Records for this exercise>
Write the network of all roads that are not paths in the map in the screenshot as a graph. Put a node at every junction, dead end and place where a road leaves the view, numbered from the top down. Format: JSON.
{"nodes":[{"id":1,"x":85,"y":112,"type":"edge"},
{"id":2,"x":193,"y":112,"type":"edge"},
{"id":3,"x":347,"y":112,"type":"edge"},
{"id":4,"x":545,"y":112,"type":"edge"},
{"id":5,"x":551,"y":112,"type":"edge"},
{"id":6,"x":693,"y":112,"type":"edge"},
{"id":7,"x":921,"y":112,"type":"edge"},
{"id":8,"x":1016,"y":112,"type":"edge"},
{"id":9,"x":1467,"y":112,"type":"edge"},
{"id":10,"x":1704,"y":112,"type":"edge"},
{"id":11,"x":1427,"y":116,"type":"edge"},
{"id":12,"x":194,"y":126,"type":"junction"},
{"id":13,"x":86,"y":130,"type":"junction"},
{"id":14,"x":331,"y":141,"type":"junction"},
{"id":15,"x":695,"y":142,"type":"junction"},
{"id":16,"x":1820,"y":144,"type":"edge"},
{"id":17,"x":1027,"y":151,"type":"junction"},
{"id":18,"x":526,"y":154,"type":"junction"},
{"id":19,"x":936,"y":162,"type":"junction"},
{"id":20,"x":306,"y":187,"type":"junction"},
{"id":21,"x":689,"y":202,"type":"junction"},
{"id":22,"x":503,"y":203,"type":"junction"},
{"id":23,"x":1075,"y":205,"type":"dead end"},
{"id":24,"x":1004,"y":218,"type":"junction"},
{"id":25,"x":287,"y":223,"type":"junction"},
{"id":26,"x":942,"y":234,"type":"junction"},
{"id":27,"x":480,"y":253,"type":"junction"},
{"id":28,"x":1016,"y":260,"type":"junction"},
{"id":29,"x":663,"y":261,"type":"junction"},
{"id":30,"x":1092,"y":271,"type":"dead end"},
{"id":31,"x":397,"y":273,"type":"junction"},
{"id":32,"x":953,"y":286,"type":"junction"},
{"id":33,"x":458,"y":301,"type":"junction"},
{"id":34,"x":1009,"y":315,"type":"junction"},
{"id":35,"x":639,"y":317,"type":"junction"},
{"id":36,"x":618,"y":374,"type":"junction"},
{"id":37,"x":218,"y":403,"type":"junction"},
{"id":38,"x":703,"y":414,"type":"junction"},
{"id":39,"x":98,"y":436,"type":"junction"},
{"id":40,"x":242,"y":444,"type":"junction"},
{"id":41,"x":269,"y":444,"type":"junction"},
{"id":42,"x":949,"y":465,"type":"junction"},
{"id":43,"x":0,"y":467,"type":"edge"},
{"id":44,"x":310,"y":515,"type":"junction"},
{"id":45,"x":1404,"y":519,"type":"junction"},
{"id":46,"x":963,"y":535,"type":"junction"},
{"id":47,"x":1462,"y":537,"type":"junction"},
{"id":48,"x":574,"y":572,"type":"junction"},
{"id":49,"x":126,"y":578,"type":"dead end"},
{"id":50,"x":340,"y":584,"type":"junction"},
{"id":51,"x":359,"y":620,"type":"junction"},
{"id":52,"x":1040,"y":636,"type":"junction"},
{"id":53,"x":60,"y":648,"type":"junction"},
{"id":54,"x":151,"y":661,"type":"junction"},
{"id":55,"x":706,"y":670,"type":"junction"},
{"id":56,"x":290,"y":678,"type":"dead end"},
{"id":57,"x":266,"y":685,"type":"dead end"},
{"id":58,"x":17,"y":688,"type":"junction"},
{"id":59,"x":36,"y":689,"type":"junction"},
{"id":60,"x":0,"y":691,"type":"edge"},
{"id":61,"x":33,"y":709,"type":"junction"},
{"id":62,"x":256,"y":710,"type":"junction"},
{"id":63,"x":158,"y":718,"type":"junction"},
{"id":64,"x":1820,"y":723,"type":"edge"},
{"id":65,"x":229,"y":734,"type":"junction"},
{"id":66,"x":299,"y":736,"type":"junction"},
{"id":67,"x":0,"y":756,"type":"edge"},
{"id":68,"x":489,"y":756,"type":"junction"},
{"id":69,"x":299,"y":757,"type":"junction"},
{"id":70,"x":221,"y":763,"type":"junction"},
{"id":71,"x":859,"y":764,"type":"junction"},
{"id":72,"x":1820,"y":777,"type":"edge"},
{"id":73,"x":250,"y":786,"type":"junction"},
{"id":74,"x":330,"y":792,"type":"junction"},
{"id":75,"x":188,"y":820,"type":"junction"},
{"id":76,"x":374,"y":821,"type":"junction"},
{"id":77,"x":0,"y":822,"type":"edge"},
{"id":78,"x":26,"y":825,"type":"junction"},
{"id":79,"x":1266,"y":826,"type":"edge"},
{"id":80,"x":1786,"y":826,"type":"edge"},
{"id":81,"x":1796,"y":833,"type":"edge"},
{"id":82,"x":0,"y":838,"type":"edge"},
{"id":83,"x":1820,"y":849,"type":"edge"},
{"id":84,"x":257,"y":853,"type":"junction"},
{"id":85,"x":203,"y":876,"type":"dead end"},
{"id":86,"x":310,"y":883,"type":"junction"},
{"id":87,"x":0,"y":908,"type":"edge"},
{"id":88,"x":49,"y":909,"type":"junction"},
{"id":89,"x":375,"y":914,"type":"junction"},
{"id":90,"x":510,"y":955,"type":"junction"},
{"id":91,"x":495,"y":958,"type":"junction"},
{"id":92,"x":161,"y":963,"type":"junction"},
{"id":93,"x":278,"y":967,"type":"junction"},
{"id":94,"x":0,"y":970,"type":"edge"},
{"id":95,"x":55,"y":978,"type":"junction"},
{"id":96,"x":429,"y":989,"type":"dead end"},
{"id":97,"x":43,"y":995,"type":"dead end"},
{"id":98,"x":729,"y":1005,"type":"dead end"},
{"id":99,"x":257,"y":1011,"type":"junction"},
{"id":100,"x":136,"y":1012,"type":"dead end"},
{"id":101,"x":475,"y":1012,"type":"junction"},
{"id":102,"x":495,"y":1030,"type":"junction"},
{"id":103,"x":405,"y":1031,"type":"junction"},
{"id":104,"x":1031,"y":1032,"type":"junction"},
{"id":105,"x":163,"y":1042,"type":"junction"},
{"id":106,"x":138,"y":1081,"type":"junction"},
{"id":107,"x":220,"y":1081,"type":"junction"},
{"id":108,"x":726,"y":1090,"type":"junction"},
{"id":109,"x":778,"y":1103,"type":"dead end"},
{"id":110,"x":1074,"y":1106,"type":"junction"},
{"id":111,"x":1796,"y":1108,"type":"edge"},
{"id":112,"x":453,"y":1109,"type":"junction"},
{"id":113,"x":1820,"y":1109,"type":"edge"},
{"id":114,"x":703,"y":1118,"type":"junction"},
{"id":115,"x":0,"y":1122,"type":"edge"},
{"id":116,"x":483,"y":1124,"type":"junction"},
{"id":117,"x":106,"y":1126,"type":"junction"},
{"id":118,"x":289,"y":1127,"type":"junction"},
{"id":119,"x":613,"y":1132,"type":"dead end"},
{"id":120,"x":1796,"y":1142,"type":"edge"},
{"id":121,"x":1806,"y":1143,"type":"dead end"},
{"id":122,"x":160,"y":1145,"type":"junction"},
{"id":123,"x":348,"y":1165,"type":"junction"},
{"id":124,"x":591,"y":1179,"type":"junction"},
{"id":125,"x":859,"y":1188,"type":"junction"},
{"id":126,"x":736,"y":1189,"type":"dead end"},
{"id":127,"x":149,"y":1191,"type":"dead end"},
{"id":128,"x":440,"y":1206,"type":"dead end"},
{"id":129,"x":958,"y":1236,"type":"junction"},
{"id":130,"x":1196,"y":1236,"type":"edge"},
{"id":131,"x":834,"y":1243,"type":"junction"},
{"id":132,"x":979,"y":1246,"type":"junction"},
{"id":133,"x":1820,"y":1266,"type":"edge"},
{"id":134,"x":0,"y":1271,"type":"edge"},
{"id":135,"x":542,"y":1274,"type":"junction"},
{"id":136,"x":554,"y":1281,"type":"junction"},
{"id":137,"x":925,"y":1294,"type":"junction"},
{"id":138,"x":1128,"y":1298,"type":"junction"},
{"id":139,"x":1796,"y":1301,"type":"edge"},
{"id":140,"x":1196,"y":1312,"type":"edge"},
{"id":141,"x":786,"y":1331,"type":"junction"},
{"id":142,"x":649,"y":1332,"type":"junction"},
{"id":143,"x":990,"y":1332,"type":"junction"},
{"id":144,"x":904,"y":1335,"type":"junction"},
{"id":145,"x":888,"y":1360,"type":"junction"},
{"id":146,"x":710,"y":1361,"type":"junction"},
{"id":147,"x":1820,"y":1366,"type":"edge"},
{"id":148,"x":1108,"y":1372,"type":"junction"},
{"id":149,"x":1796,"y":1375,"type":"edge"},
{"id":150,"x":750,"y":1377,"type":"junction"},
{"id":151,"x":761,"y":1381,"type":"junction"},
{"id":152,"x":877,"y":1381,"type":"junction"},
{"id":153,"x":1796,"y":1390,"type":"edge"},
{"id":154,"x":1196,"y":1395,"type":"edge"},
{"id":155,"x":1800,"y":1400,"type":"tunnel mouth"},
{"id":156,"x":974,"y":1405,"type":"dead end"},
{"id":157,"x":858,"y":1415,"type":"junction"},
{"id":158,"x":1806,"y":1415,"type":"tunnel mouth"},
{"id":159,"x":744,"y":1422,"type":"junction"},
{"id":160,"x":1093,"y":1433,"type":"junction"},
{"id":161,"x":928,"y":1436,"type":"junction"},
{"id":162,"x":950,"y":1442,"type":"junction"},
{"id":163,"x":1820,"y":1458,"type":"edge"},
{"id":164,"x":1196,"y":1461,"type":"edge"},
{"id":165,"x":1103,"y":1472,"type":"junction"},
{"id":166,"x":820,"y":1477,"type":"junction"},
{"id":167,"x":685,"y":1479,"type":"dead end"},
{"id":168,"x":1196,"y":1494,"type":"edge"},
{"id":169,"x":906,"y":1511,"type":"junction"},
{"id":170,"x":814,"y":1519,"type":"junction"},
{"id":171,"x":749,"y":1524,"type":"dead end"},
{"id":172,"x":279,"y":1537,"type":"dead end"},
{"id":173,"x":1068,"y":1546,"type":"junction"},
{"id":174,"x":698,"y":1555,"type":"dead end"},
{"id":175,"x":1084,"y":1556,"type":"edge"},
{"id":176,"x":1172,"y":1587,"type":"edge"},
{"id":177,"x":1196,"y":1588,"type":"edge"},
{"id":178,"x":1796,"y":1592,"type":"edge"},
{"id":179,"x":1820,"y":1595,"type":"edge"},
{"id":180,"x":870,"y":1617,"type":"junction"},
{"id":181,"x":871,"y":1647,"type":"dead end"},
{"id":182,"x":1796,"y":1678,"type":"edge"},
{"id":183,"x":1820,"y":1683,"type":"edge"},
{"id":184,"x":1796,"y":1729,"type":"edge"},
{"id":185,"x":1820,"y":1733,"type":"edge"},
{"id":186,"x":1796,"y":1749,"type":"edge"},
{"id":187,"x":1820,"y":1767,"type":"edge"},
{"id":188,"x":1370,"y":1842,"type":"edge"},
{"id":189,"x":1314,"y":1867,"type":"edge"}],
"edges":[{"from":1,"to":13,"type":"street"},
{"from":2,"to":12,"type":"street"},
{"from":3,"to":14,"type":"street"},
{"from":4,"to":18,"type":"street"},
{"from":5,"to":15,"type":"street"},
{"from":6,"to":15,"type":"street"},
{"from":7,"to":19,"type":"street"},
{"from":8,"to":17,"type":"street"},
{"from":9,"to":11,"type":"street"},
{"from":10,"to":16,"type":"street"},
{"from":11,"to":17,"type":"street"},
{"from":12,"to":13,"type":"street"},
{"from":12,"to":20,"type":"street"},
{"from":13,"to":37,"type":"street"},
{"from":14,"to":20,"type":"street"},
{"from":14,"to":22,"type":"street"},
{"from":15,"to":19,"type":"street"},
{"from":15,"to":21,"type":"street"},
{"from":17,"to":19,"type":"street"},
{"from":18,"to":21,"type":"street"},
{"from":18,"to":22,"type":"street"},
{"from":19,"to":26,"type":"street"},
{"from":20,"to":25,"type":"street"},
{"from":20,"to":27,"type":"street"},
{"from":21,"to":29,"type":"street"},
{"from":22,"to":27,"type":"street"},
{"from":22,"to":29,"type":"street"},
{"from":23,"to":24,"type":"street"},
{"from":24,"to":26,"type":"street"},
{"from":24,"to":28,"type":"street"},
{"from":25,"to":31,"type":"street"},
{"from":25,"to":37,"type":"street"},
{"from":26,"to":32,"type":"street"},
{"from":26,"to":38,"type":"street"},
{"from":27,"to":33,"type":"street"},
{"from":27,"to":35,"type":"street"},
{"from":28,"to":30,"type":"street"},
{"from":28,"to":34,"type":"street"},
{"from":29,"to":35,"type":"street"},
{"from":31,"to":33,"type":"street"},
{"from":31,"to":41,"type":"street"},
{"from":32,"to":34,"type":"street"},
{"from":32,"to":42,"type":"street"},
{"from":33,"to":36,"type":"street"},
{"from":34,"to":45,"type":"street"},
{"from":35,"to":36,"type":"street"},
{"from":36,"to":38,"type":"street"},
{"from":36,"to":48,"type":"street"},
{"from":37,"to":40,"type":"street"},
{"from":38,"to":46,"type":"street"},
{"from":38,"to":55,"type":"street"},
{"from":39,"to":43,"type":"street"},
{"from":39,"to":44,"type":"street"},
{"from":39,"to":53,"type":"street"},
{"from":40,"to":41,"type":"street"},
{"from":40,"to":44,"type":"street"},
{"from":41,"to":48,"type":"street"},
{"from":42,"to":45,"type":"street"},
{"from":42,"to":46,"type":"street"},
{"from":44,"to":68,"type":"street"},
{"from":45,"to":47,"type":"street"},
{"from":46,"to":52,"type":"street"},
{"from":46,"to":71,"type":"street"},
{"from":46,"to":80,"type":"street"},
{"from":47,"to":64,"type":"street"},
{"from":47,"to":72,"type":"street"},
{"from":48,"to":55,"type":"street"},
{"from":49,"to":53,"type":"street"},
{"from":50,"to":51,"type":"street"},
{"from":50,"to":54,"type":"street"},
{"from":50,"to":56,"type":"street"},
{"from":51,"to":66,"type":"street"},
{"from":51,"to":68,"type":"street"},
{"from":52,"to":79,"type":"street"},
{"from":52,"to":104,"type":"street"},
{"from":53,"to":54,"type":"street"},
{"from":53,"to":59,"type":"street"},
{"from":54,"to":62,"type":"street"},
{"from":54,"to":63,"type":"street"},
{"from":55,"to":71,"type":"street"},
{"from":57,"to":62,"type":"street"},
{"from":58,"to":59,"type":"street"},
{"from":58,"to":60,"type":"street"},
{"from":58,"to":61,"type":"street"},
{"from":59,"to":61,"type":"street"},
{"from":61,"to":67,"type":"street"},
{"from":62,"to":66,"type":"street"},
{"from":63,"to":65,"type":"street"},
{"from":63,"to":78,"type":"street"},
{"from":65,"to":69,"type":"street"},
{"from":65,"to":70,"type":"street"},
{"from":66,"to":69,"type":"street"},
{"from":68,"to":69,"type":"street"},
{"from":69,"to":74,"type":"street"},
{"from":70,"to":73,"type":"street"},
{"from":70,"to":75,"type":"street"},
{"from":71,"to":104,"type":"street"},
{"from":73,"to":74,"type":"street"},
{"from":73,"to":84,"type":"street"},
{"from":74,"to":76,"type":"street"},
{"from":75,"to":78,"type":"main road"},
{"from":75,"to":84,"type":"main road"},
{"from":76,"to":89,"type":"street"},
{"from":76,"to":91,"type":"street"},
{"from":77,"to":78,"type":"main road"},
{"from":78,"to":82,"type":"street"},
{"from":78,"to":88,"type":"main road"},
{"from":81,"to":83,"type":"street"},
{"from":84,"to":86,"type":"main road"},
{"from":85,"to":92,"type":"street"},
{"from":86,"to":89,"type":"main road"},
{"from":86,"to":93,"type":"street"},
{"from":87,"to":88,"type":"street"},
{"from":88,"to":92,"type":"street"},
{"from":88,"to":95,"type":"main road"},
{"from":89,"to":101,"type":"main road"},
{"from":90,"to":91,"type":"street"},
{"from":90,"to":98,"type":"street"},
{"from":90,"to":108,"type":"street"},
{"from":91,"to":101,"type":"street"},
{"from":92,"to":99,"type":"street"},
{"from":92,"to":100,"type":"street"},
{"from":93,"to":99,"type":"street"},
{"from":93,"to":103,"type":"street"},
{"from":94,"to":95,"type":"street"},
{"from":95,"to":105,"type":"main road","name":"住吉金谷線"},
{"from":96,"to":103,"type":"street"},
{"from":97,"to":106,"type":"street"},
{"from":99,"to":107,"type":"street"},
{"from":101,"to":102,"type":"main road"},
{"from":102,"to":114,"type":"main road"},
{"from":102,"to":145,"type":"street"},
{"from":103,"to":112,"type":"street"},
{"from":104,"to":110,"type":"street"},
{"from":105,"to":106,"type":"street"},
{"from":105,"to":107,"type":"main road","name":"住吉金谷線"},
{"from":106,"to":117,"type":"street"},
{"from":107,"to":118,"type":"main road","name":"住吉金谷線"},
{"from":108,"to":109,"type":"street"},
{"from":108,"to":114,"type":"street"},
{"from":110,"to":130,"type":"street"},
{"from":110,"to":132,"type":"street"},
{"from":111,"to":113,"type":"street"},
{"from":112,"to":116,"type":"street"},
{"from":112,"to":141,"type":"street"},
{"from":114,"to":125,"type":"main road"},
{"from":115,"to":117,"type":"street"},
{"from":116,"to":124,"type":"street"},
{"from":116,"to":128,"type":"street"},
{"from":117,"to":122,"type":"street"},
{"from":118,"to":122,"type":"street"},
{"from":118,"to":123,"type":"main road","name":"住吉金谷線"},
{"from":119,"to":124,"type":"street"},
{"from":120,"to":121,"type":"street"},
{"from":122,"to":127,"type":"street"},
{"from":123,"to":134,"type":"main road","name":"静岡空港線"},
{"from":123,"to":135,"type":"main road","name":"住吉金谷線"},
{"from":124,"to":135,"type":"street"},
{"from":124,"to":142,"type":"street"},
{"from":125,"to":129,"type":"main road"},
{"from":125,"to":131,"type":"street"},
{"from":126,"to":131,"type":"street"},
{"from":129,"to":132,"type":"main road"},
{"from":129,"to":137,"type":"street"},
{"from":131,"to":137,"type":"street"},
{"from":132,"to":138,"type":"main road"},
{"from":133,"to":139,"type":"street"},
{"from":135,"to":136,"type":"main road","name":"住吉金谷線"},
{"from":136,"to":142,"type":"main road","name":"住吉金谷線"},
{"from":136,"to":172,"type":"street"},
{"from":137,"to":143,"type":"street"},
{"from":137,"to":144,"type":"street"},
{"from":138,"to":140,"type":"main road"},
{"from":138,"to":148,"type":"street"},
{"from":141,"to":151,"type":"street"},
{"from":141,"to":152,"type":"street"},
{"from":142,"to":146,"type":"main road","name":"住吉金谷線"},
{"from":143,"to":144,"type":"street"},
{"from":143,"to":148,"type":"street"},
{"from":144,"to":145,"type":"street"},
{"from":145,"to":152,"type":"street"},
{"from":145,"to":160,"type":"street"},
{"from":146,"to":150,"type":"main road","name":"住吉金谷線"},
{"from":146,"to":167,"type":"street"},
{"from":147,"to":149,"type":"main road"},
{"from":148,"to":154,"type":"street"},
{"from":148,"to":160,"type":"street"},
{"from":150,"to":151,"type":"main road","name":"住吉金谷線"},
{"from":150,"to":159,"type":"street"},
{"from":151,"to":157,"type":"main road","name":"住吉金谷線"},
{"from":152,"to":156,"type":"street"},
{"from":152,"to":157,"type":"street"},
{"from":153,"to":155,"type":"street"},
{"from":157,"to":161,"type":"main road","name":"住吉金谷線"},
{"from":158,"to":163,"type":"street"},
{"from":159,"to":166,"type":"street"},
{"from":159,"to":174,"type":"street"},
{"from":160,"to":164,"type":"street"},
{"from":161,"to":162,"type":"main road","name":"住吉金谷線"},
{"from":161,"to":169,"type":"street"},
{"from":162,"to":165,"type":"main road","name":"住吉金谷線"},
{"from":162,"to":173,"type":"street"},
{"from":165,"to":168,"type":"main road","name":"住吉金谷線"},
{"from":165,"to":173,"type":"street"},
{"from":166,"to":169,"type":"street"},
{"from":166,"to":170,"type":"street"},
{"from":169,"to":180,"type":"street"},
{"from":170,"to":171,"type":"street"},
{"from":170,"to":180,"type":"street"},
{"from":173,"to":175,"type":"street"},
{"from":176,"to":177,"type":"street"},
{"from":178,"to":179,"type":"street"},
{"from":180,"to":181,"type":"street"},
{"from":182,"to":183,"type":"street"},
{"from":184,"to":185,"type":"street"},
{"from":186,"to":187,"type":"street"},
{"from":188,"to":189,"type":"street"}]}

Problem statement> Using the records above, copy each line that contains "mouth".

Answer space>
{"id":155,"x":1800,"y":1400,"type":"tunnel mouth"},
{"id":158,"x":1806,"y":1415,"type":"tunnel mouth"},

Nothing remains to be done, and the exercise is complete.